▶ _Task requirements_: All of the data below is to be copied again without changes.

------ Listed entries

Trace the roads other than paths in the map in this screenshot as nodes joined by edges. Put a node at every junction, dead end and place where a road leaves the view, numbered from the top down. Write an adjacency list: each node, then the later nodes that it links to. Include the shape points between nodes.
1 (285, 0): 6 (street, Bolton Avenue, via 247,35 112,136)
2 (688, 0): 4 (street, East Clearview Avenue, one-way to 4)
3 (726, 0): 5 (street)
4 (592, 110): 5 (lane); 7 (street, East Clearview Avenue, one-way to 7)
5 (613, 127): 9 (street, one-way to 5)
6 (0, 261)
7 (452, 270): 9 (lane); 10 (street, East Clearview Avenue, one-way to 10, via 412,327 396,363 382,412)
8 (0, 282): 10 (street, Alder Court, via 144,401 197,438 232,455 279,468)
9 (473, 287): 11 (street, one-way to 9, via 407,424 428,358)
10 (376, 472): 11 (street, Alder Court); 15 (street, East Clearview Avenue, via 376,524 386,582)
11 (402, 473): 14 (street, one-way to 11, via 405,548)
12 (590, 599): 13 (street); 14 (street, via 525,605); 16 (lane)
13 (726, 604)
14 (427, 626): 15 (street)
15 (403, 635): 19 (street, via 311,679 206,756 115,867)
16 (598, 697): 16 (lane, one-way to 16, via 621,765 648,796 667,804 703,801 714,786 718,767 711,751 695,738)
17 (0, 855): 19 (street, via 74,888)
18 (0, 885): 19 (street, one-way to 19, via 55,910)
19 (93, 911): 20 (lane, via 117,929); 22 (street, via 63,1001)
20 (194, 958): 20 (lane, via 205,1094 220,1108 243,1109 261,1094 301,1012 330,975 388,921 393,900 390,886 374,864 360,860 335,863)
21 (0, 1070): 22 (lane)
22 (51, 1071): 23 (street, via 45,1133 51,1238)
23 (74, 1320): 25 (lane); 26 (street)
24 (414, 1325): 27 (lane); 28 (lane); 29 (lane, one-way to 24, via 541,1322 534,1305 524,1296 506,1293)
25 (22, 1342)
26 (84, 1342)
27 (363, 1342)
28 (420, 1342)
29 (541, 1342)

------------

▶ _Result_:
Trace the roads other than paths in the map in this screenshot as nodes joined by edges. Put a node at every junction, dead end and place where a road leaves the view, numbered from the top down. Write an adjacency list: each node, then the later nodes that it links to. Include the shape points between nodes.
1 (285, 0): 6 (street, Bolton Avenue, via 247,35 112,136)
2 (688, 0): 4 (street, East Clearview Avenue, one-way to 4)
3 (726, 0): 5 (street)
4 (592, 110): 5 (lane); 7 (street, East Clearview Avenue, one-way to 7)
5 (613, 127): 9 (street, one-way to 5)
6 (0, 261)
7 (452, 270): 9 (lane); 10 (street, East Clearview Avenue, one-way to 10, via 412,327 396,363 382,412)
8 (0, 282): 10 (street, Alder Court, via 144,401 197,438 232,455 279,468)
9 (473, 287): 11 (street, one-way to 9, via 407,424 428,358)
10 (376, 472): 11 (street, Alder Court); 15 (street, East Clearview Avenue, via 376,524 386,582)
11 (402, 473): 14 (street, one-way to 11, via 405,548)
12 (590, 599): 13 (street); 14 (street, via 525,605); 16 (lane)
13 (726, 604)
14 (427, 626): 15 (street)
15 (403, 635): 19 (street, via 311,679 206,756 115,867)
16 (598, 697): 16 (lane, one-way to 16, via 621,765 648,796 667,804 703,801 714,786 718,767 711,751 695,738)
17 (0, 855): 19 (street, via 74,888)
18 (0, 885): 19 (street, one-way to 19, via 55,910)
19 (93, 911): 20 (lane, via 117,929); 22 (street, via 63,1001)
20 (194, 958): 20 (lane, via 205,1094 220,1108 243,1109 261,1094 301,1012 330,975 388,921 393,900 390,886 374,864 360,860 335,863)
21 (0, 1070): 22 (lane)
22 (51, 1071): 23 (street, via 45,1133 51,1238)
23 (74, 1320): 25 (lane); 26 (street)
24 (414, 1325): 27 (lane); 28 (lane); 29 (lane, one-way to 24, via 541,1322 534,1305 524,1296 506,1293)
25 (22, 1342)
26 (84, 1342)
27 (363, 1342)
28 (420, 1342)
29 (541, 1342)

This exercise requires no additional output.